=== Section Start ===

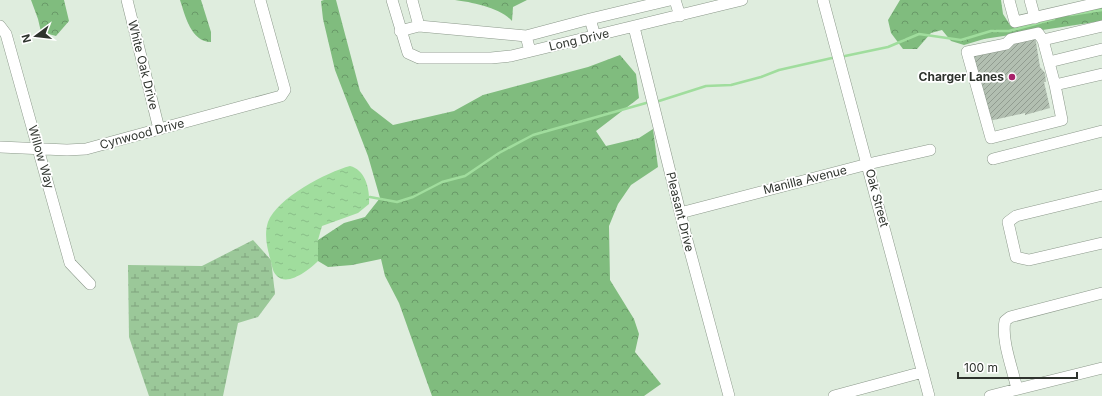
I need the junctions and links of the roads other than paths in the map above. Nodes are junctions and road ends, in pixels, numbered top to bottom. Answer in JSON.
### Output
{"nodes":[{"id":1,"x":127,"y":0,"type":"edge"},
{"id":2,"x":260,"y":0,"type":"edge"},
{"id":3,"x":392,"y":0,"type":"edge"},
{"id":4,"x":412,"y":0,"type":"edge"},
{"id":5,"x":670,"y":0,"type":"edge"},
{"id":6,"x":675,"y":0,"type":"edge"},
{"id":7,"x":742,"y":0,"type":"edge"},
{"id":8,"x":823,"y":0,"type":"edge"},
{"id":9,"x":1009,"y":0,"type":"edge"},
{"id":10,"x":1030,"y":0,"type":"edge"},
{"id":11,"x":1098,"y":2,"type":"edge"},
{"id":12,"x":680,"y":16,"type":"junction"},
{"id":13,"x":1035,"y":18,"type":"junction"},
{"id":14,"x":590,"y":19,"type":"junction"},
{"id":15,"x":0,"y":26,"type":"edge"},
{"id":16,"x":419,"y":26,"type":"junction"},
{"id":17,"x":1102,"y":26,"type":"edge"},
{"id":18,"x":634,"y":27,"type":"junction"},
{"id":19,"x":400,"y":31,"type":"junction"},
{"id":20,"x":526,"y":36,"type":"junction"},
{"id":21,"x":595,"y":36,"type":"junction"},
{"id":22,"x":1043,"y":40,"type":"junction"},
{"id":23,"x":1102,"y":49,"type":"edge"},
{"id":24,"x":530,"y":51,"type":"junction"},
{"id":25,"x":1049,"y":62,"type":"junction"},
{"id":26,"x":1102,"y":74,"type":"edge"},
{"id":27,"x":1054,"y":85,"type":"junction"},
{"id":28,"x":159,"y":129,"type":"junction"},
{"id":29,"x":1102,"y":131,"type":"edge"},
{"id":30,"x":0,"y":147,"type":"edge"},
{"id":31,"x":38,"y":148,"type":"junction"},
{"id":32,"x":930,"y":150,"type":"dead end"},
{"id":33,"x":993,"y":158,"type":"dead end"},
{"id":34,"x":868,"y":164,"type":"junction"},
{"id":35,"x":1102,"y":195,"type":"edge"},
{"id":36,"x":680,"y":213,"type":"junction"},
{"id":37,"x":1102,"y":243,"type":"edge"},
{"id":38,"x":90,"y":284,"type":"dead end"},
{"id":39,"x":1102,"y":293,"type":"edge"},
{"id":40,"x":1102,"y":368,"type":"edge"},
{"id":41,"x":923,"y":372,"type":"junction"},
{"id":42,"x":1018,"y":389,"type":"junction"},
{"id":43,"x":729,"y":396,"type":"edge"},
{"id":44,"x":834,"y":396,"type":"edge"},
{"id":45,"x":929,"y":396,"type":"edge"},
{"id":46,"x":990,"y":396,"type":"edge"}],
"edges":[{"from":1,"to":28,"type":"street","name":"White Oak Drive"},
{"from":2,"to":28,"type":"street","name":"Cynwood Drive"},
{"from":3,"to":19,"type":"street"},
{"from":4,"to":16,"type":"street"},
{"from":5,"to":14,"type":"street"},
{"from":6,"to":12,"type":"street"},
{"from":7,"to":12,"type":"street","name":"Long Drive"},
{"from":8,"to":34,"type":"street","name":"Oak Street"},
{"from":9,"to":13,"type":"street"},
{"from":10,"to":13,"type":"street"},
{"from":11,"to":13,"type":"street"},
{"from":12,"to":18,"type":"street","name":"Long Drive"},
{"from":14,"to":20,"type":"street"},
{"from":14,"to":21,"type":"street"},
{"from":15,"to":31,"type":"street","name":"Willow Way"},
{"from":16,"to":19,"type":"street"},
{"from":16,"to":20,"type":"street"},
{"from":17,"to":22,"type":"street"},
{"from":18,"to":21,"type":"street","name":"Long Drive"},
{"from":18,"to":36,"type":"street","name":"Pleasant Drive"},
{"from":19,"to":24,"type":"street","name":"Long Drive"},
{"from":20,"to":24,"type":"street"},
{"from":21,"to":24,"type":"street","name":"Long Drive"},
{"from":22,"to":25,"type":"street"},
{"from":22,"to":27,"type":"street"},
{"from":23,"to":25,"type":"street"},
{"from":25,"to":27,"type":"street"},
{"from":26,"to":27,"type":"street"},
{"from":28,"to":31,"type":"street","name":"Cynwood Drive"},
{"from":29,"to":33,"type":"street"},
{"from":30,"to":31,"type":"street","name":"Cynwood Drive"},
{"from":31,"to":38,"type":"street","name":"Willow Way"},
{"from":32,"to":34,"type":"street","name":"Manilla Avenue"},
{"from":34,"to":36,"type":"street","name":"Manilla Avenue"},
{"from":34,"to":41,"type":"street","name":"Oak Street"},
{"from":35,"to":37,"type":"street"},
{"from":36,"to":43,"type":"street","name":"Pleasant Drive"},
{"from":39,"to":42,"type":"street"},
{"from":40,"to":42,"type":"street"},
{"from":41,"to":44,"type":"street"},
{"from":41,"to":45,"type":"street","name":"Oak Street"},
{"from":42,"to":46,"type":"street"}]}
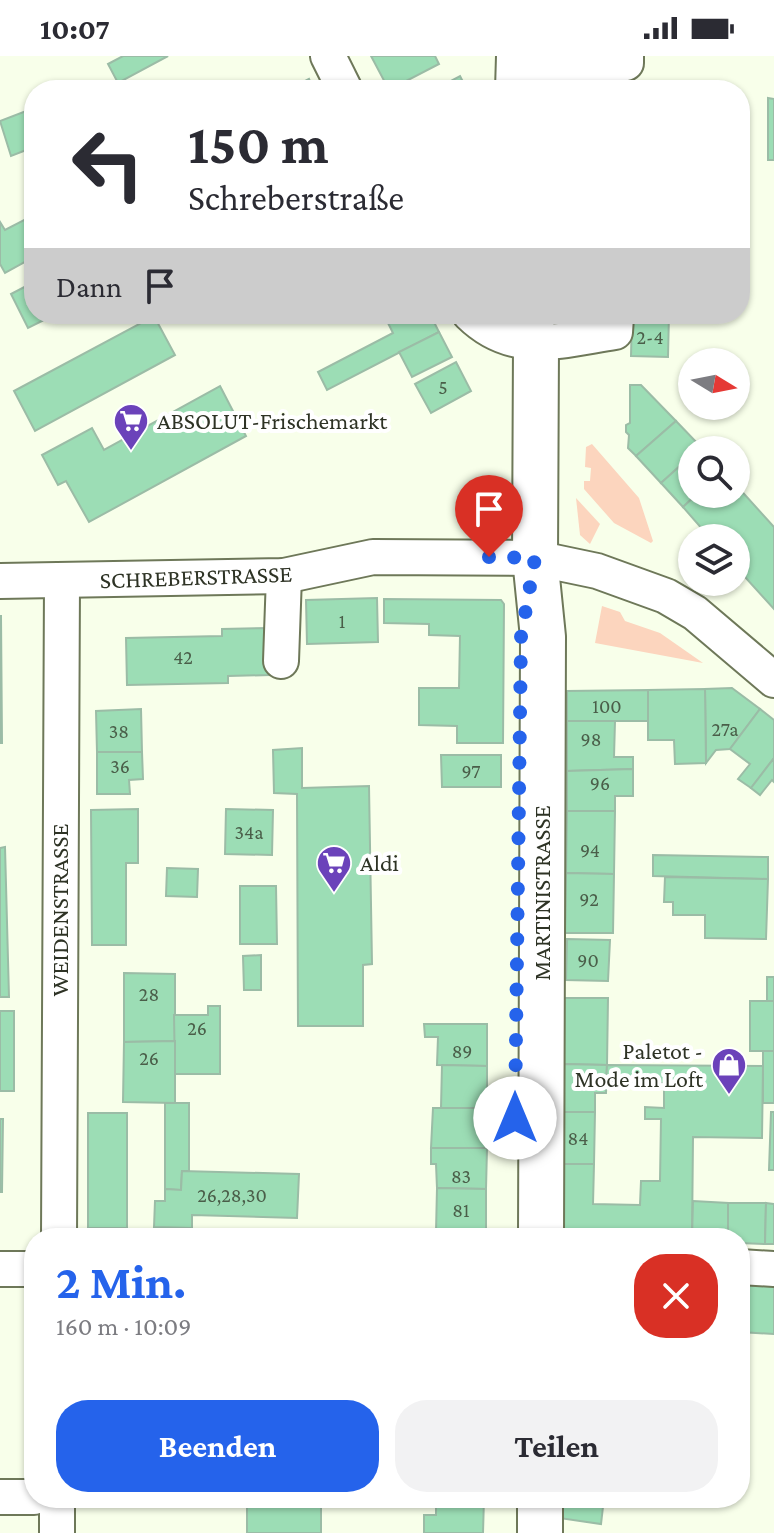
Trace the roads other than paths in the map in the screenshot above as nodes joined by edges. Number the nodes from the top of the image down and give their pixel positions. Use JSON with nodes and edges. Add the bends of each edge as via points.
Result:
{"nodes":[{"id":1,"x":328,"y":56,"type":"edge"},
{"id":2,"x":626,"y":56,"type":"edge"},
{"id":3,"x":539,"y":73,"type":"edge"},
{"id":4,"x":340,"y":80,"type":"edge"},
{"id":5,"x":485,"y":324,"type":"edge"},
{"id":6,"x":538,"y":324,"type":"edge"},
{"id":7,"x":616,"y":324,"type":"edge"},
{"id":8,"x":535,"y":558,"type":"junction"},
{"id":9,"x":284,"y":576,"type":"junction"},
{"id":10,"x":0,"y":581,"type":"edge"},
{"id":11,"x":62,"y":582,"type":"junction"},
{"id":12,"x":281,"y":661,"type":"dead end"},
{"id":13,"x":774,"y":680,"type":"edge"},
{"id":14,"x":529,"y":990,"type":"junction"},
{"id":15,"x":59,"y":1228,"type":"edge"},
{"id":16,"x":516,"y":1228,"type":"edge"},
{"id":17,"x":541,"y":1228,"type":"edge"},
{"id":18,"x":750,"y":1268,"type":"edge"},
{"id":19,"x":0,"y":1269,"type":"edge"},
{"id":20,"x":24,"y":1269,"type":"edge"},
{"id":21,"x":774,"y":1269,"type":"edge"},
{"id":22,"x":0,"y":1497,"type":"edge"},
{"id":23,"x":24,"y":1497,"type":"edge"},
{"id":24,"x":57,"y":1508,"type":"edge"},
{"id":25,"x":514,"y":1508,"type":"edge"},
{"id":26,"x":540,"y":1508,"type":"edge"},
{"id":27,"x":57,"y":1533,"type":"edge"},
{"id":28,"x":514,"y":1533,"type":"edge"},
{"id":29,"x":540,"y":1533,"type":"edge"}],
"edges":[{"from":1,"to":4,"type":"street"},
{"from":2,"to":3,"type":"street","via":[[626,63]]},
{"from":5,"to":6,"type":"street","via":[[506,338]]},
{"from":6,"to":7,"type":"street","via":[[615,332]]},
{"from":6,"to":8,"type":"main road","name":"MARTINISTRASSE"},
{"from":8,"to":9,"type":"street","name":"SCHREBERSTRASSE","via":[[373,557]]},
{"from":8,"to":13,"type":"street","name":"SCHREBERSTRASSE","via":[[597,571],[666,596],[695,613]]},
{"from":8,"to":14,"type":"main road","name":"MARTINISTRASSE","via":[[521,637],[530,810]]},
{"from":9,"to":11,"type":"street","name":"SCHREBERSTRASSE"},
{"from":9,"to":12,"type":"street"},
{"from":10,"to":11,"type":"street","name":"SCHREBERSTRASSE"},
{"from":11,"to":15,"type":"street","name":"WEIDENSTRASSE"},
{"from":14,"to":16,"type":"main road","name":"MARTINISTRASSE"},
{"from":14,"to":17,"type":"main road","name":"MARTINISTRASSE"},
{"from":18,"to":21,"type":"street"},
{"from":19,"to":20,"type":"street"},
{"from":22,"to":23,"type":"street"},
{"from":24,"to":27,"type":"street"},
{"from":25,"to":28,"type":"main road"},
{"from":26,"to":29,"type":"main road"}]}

=== Section End ===
=== Section Start ===

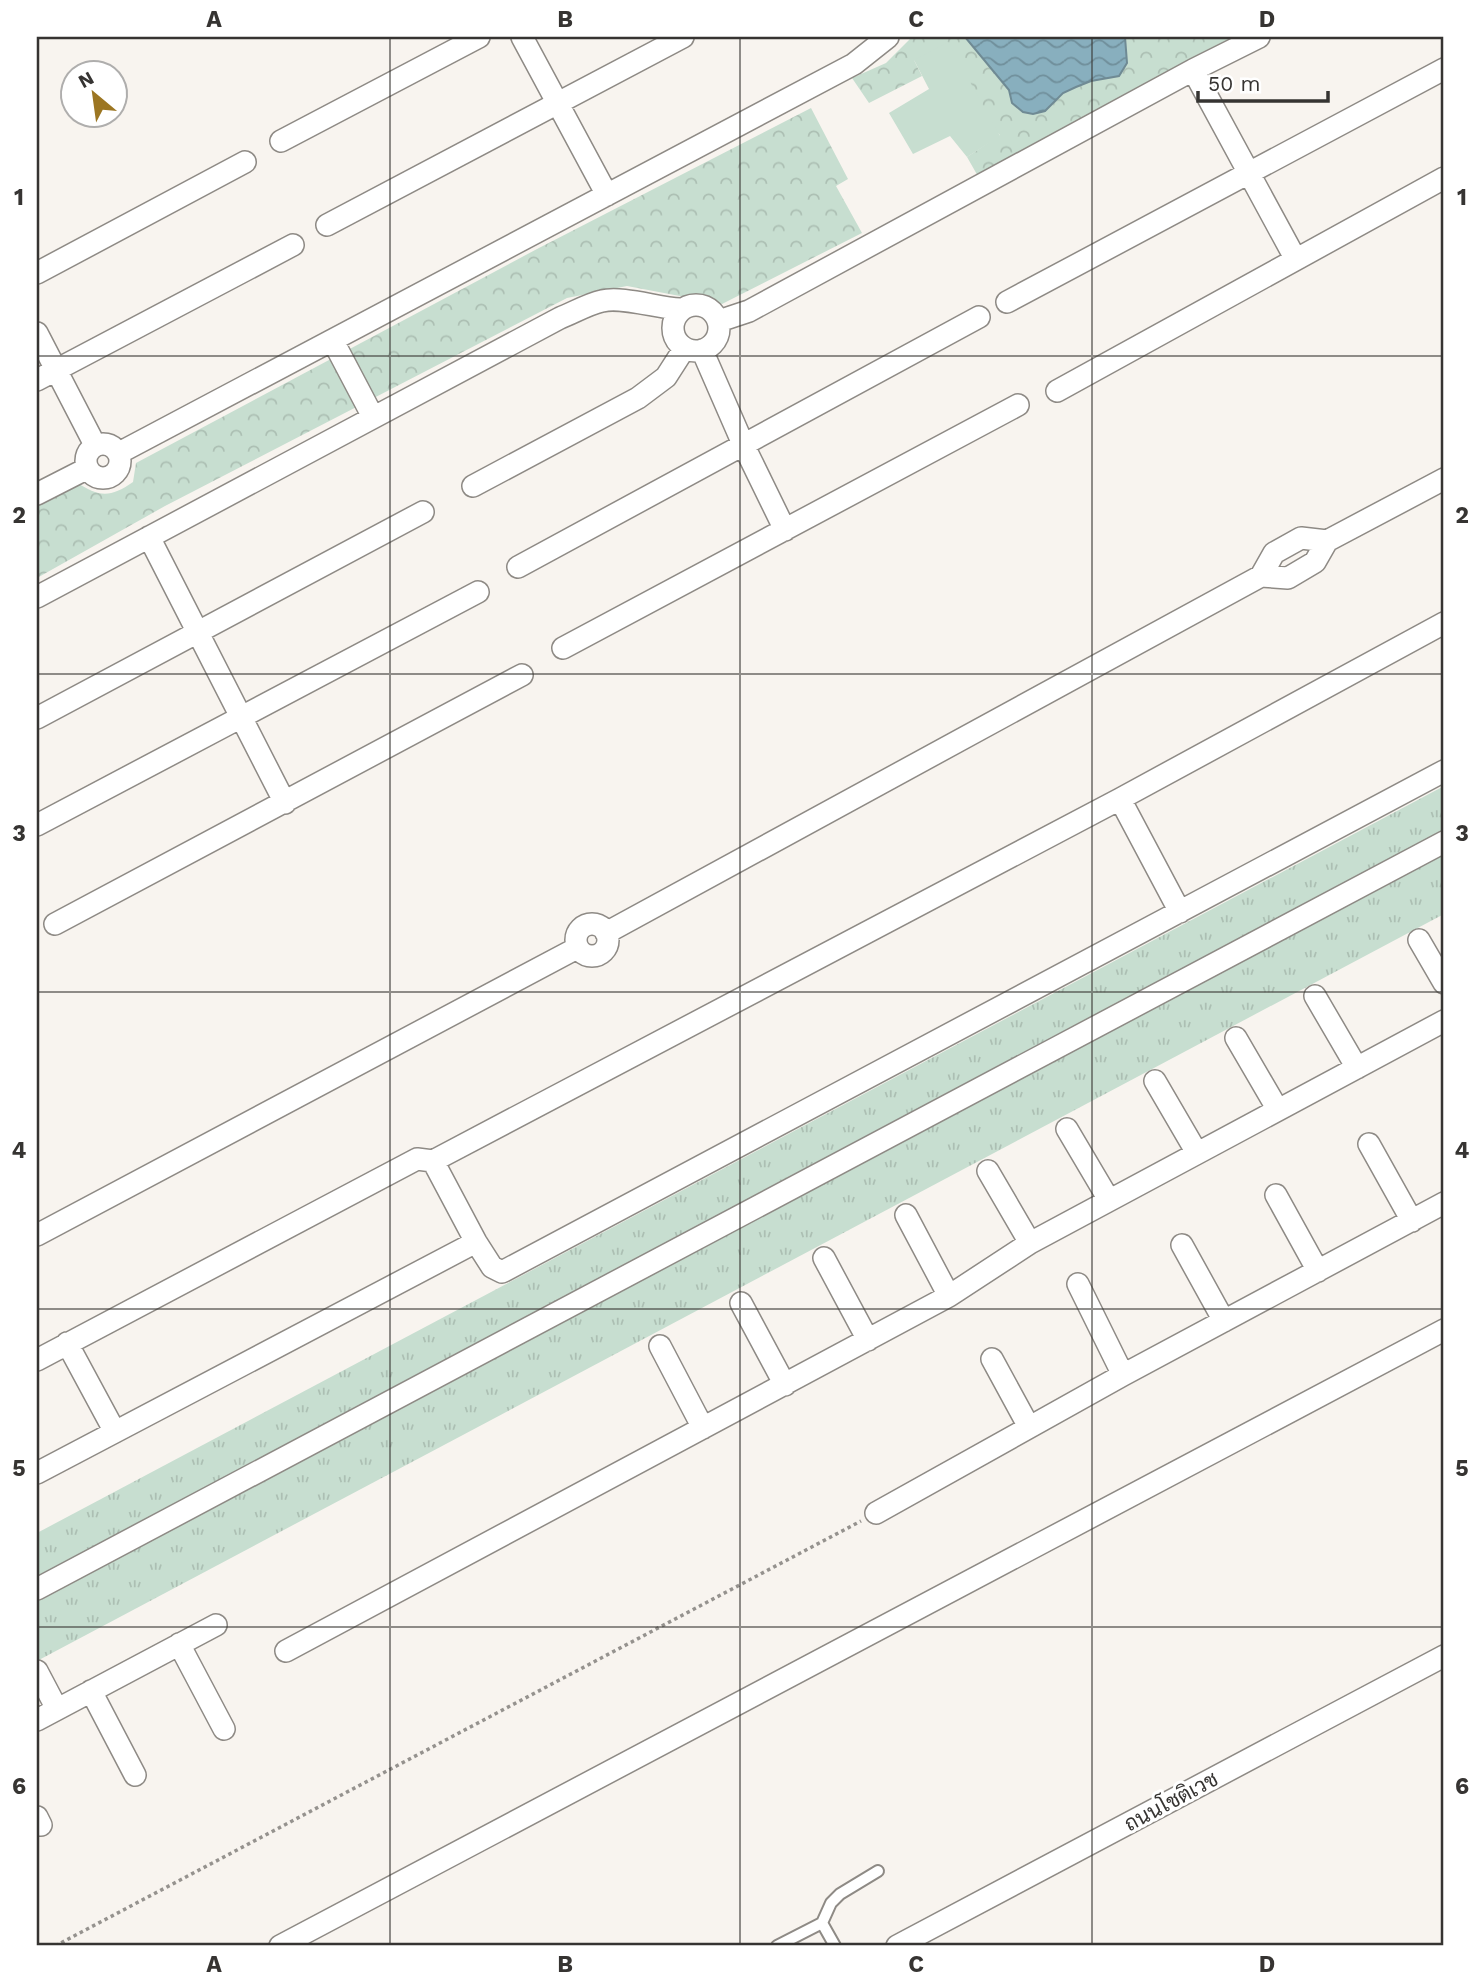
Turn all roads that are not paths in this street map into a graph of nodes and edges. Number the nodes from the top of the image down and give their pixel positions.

=== Section End ===

- _What the task requires_
Please tally the lines above that include the word "than" and answer with the number by itself.

- _Expected output_
2